PROVIDED DATA:
================

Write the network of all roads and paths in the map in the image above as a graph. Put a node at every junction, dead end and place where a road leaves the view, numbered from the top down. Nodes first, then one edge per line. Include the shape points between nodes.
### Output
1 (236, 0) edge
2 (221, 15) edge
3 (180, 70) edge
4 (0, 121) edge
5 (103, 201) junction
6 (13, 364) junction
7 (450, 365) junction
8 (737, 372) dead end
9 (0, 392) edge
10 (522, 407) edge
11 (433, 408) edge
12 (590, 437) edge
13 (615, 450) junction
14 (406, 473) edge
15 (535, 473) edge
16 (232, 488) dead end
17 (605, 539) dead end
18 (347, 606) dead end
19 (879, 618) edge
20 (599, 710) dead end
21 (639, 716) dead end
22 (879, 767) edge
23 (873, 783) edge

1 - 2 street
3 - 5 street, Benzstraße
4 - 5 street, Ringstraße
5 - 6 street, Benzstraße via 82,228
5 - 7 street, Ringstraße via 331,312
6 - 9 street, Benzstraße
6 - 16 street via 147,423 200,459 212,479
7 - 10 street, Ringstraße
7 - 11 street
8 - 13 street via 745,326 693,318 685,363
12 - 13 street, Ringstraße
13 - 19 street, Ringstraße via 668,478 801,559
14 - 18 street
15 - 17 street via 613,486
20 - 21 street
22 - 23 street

================

INSTRUCTIONS TO FOLLOW: Retype all of the entries precisely as they are.

EXERCISE OUTPUT:
Write the network of all roads and paths in the map in the image above as a graph. Put a node at every junction, dead end and place where a road leaves the view, numbered from the top down. Nodes first, then one edge per line. Include the shape points between nodes.
### Output
1 (236, 0) edge
2 (221, 15) edge
3 (180, 70) edge
4 (0, 121) edge
5 (103, 201) junction
6 (13, 364) junction
7 (450, 365) junction
8 (737, 372) dead end
9 (0, 392) edge
10 (522, 407) edge
11 (433, 408) edge
12 (590, 437) edge
13 (615, 450) junction
14 (406, 473) edge
15 (535, 473) edge
16 (232, 488) dead end
17 (605, 539) dead end
18 (347, 606) dead end
19 (879, 618) edge
20 (599, 710) dead end
21 (639, 716) dead end
22 (879, 767) edge
23 (873, 783) edge

1 - 2 street
3 - 5 street, Benzstraße
4 - 5 street, Ringstraße
5 - 6 street, Benzstraße via 82,228
5 - 7 street, Ringstraße via 331,312
6 - 9 street, Benzstraße
6 - 16 street via 147,423 200,459 212,479
7 - 10 street, Ringstraße
7 - 11 street
8 - 13 street via 745,326 693,318 685,363
12 - 13 street, Ringstraße
13 - 19 street, Ringstraße via 668,478 801,559
14 - 18 street
15 - 17 street via 613,486
20 - 21 street
22 - 23 street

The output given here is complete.